Most couples think about what marital property is owned and how it should be divided during a divorce, oftentimes before, but may neglect to consider marital debt division in the divorce proceedings. So when collecting or copying financial statements, titles, deeds, and insurance policies, do not forget to copy the bills, mortgages, personal and student loan statements, or any other evidence of debt as well. Whose name is on the debt or asset is irrelevant. This blog discusses why and how understanding marital debt division in Indiana divorce proceedings can help you protect your property and your rights. 

There are two statutes governing the disposition of property in a divorce, the first describes what property is subject to division by the court (I.C. 31-15-7-4(a)). The statute states that all property of the parties, whether owned by one party prior to the marriage, acquired by a party during the marriage in his or her own right, or acquired during the marriage by the couple’s joint efforts, shall be divided in a just and reasonable manner.
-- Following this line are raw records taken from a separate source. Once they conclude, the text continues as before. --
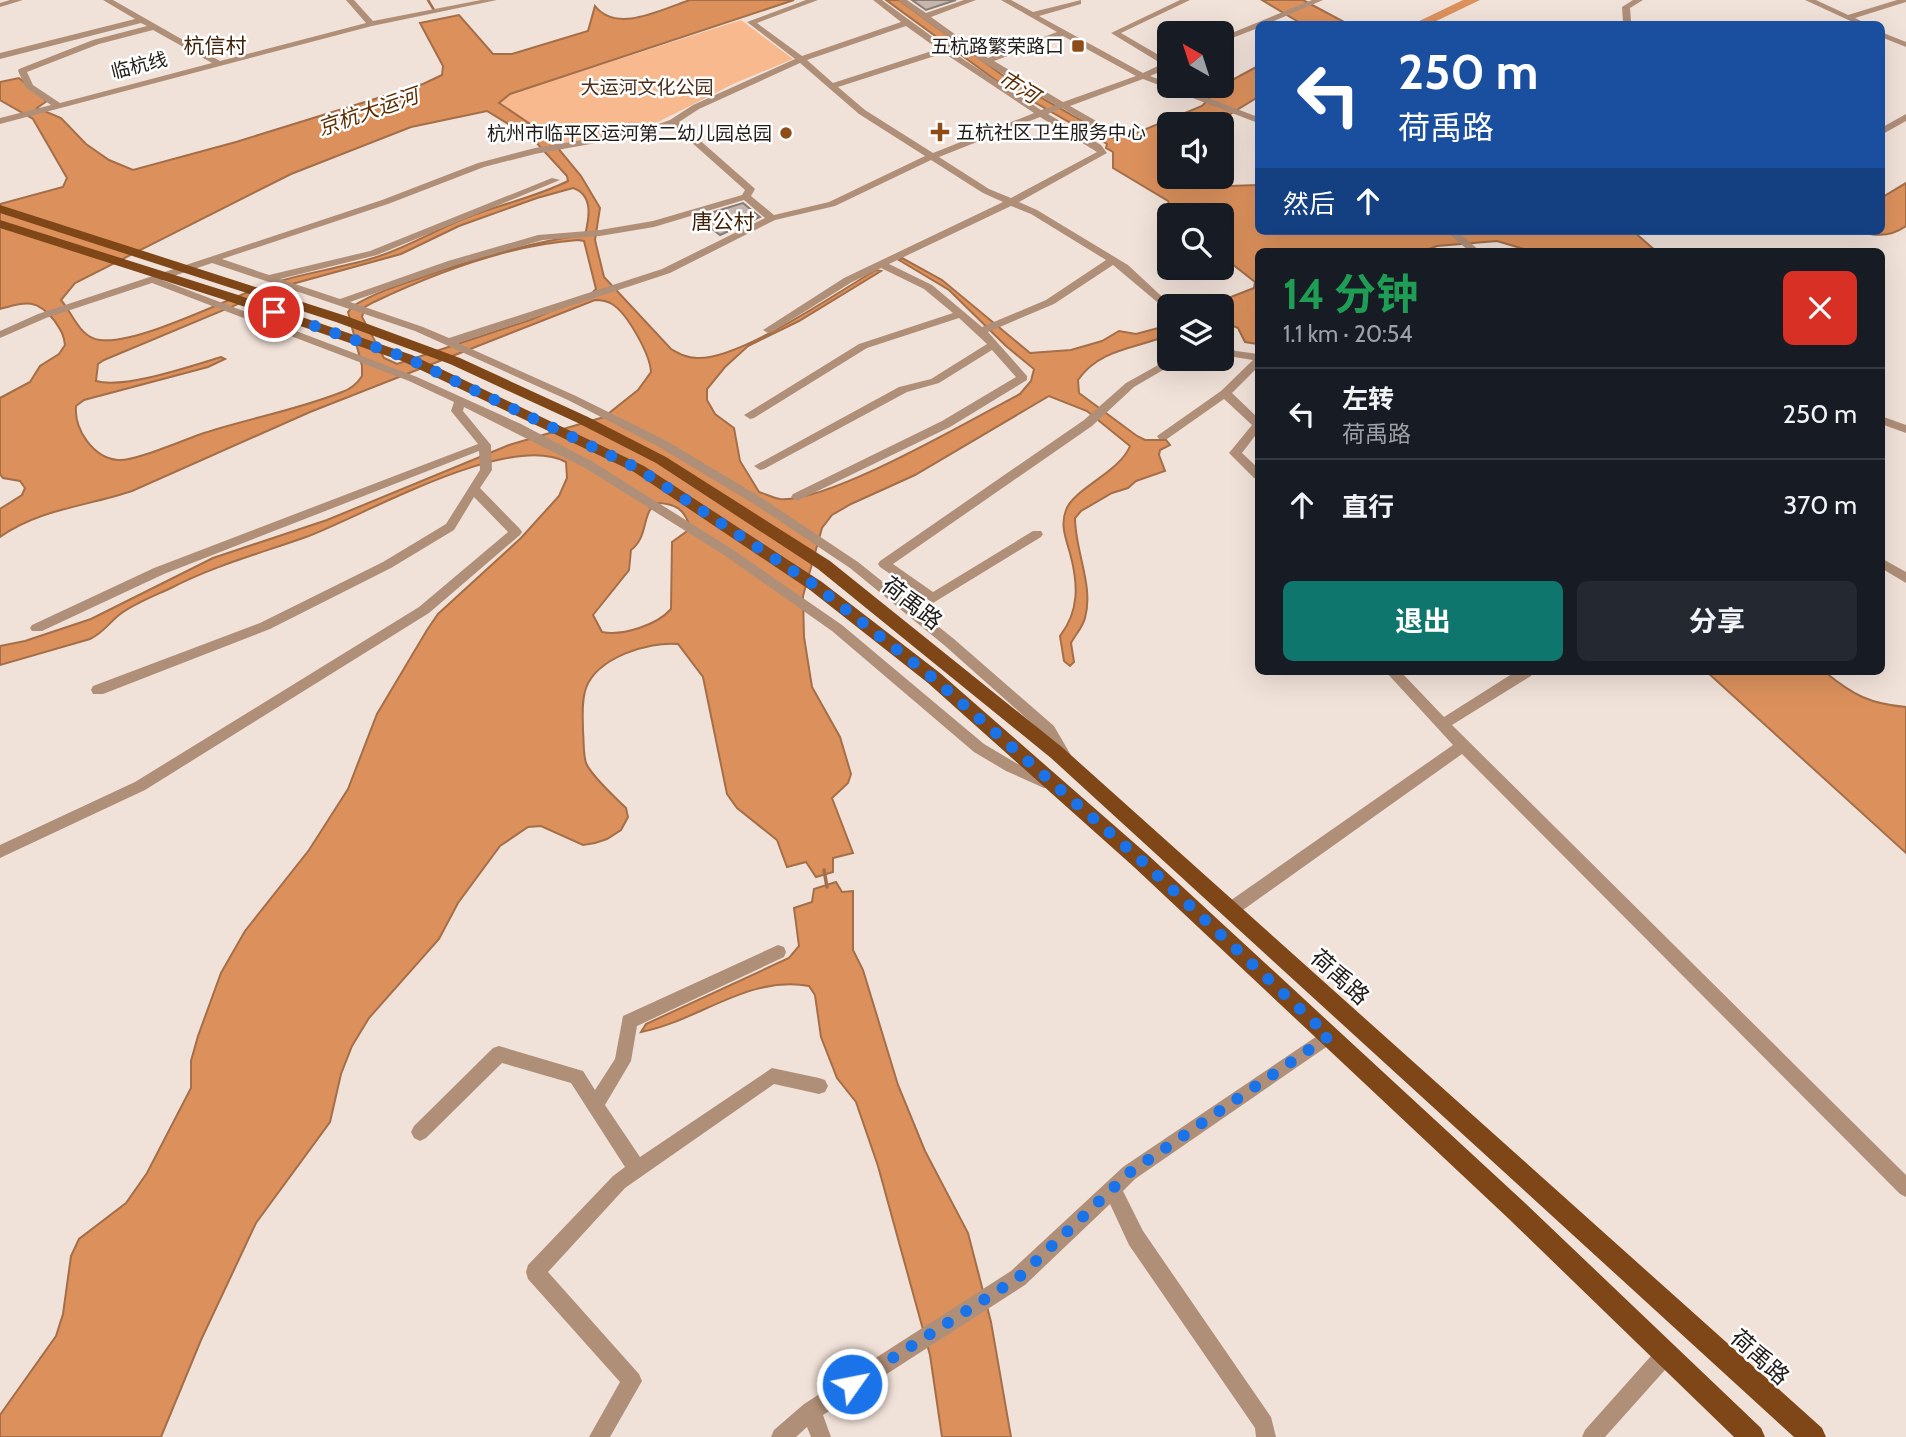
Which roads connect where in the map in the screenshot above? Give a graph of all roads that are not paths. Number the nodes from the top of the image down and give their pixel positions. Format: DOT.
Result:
graph roads {
  1 [pos="19,0"];
  2 [pos="107,0"];
  3 [pos="350,0"];
  4 [pos="493,0"];
  5 [pos="814,0"];
  6 [pos="877,0"];
  7 [pos="902,0"];
  8 [pos="972,0"];
  9 [pos="1005,0"];
  10 [pos="1186,0"];
  11 [pos="1319,0"];
  12 [pos="1639,0"];
  13 [pos="1809,0"];
  14 [pos="1905,0"];
  15 [pos="1078,2"];
  16 [pos="0,5"];
  17 [pos="926,16"];
  18 [pos="1036,17"];
  19 [pos="1849,17"];
  20 [pos="142,20"];
  21 [pos="1266,21"];
  22 [pos="1627,21"];
  23 [pos="1857,21"];
  24 [pos="907,23"];
  25 [pos="371,24"];
  26 [pos="1255,26"];
  27 [pos="154,27"];
  28 [pos="1065,33"];
  29 [pos="1234,35"];
  30 [pos="1885,36"];
  31 [pos="1906,45"];
  32 [pos="945,50"];
  33 [pos="0,56"];
  34 [pos="1157,58"];
  35 [pos="801,59"];
  36 [pos="986,61"];
  37 [pos="218,63"];
  38 [pos="1157,69"];
  39 [pos="1142,76"];
  40 [pos="832,86"];
  41 [pos="57,104"];
  42 [pos="1063,105"];
  43 [pos="1039,114"];
  44 [pos="1906,117"];
  45 [pos="1255,119"];
  46 [pos="0,121"];
  47 [pos="673,122"];
  48 [pos="1096,124"];
  49 [pos="1885,130"];
  50 [pos="933,156"];
  51 [pos="555,180"];
  52 [pos="746,197"];
  53 [pos="1011,202"];
  54 [pos="0,209"];
  55 [pos="772,218"];
  56 [pos="0,224"];
  57 [pos="1456,235"];
  58 [pos="1471,248"];
  59 [pos="211,259"];
  60 [pos="1113,260"];
  61 [pos="881,264"];
  62 [pos="151,279"];
  63 [pos="278,281"];
  64 [pos="1157,298"];
  65 [pos="341,302"];
  66 [pos="960,314"];
  67 [pos="768,330"];
  68 [pos="981,331"];
  69 [pos="0,335"];
  70 [pos="452,344"];
  71 [pos="993,345"];
  72 [pos="1234,352"];
  73 [pos="1255,358"];
  74 [pos="1255,362"];
  75 [pos="1157,370"];
  76 [pos="1225,393"];
  77 [pos="461,400"];
  78 [pos="750,415"];
  79 [pos="1885,421"];
  80 [pos="1255,422"];
  81 [pos="1255,429"];
  82 [pos="1906,429"];
  83 [pos="1163,436"];
  84 [pos="485,455"];
  85 [pos="760,466"];
  86 [pos="1255,472"];
  87 [pos="473,489"];
  88 [pos="797,497"];
  89 [pos="1037,534"];
  90 [pos="829,558"];
  91 [pos="1885,565"];
  92 [pos="1906,578"];
  93 [pos="37,628"];
  94 [pos="1396,675"];
  95 [pos="1521,675"];
  96 [pos="98,690"];
  97 [pos="1443,724"];
  98 [pos="1463,746"];
  99 [pos="1057,787"];
  100 [pos="0,852"];
  101 [pos="1230,910"];
  102 [pos="778,953"];
  103 [pos="1329,1036"];
  104 [pos="819,1086"];
  105 [pos="595,1105"];
  106 [pos="420,1132"];
  107 [pos="637,1169"];
  108 [pos="1906,1188"];
  109 [pos="1112,1189"];
  110 [pos="1666,1354"];
  111 [pos="811,1411"];
  112 [pos="599,1437"];
  113 [pos="781,1437"];
  114 [pos="821,1437"];
  115 [pos="1266,1437"];
  116 [pos="1592,1437"];
  117 [pos="1752,1437"];
  118 [pos="1813,1437"];
  1 -- 16 [label="street"];
  2 -- 20 [label="street"];
  3 -- 25 [label="street"];
  4 -- 25 [label="street, 临杭线"];
  5 -- 35 [label="street"];
  6 -- 24 [label="street"];
  7 -- 17 [label="street"];
  8 -- 17 [label="street"];
  9 -- 18 [label="street"];
  10 -- 34 [label="street"];
  11 -- 21 [label="street"];
  12 -- 22 [label="street"];
  13 -- 19 [label="street"];
  14 -- 19 [label="street"];
  15 -- 18 [label="street"];
  17 -- 36 [label="street"];
  18 -- 28 [label="street"];
  19 -- 23 [label="street"];
  20 -- 27 [label="street"];
  20 -- 33 [label="street"];
  24 -- 32 [label="street"];
  24 -- 35 [label="street"];
  25 -- 37 [label="street, 临杭线"];
  26 -- 29 [label="street"];
  27 -- 37 [label="street"];
  27 -- 41 [label="street"];
  28 -- 36 [label="street"];
  28 -- 39 [label="street"];
  30 -- 31 [label="street"];
  32 -- 40 [label="street"];
  32 -- 43 [label="street"];
  35 -- 40 [label="street"];
  35 -- 47 [label="street"];
  36 -- 42 [label="street"];
  37 -- 41 [label="street, 临杭线"];
  38 -- 39 [label="street"];
  39 -- 42 [label="street"];
  39 -- 45 [label="street"];
  40 -- 50 [label="street"];
  41 -- 46 [label="street, 临杭线"];
  42 -- 43 [label="street"];
  42 -- 48 [label="street"];
  43 -- 50 [label="street"];
  43 -- 53 [label="street"];
  44 -- 49 [label="street"];
  47 -- 52 [label="street"];
  47 -- 59 [label="street"];
  50 -- 53 [label="street"];
  50 -- 55 [label="street"];
  51 -- 63 [label="street"];
  52 -- 55 [label="street"];
  52 -- 65 [label="street"];
  53 -- 60 [label="street"];
  53 -- 61 [label="street"];
  54 -- 90 [label="main road, 荷禹路"];
  55 -- 70 [label="street"];
  56 -- 99 [label="main road, 荷禹路"];
  57 -- 58 [label="street"];
  59 -- 62 [label="street"];
  59 -- 63 [label="street"];
  60 -- 64 [label="street"];
  60 -- 68 [label="street"];
  61 -- 66 [label="street"];
  61 -- 67 [label="street"];
  62 -- 69 [label="street"];
  62 -- 77 [label="street"];
  63 -- 65 [label="street"];
  65 -- 70 [label="street"];
  66 -- 68 [label="street"];
  66 -- 78 [label="street"];
  68 -- 71 [label="street"];
  70 -- 90 [label="street"];
  71 -- 85 [label="street"];
  71 -- 88 [label="street"];
  72 -- 73 [label="street"];
  74 -- 76 [label="street"];
  75 -- 89 [label="street"];
  76 -- 80 [label="street"];
  76 -- 83 [label="street"];
  77 -- 84 [label="street"];
  77 -- 99 [label="street"];
  79 -- 82 [label="street"];
  81 -- 86 [label="street"];
  84 -- 87 [label="street"];
  84 -- 93 [label="street"];
  87 -- 96 [label="street"];
  87 -- 100 [label="street"];
  90 -- 101 [label="main road, 荷禹路"];
  91 -- 92 [label="street"];
  94 -- 97 [label="street"];
  95 -- 97 [label="street"];
  97 -- 98 [label="street"];
  98 -- 101 [label="street"];
  98 -- 108 [label="street"];
  99 -- 103 [label="main road, 荷禹路"];
  101 -- 118 [label="main road, 荷禹路"];
  102 -- 105 [label="street"];
  103 -- 109 [label="street"];
  103 -- 110 [label="main road, 荷禹路"];
  104 -- 107 [label="street"];
  105 -- 106 [label="street"];
  105 -- 107 [label="street"];
  107 -- 112 [label="street"];
  109 -- 111 [label="street"];
  109 -- 115 [label="street"];
  110 -- 116 [label="street"];
  110 -- 117 [label="main road, 荷禹路"];
  111 -- 113 [label="street"];
  111 -- 114 [label="street"];
}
The second statute, presumption for equal division of marital property (I.C. 31-15-7-5), provides that the court shall presume an equal division of the property is just and reasonable. It also enumerates factors that a court will consider if a party wishes to rebut this presumption. These factors include the contribution of each spouse in acquiring the property, whether or not the contribution was income producing, if the property was acquired by inheritance or owned before the marriage, the earning ability of each party, the economic circumstances of the parties at the time of the property division order, and any dissipation of the assets by either party. So what does this have to do with division of marital debt? Well, Indiana divides debts and assets together, under the same statutes. 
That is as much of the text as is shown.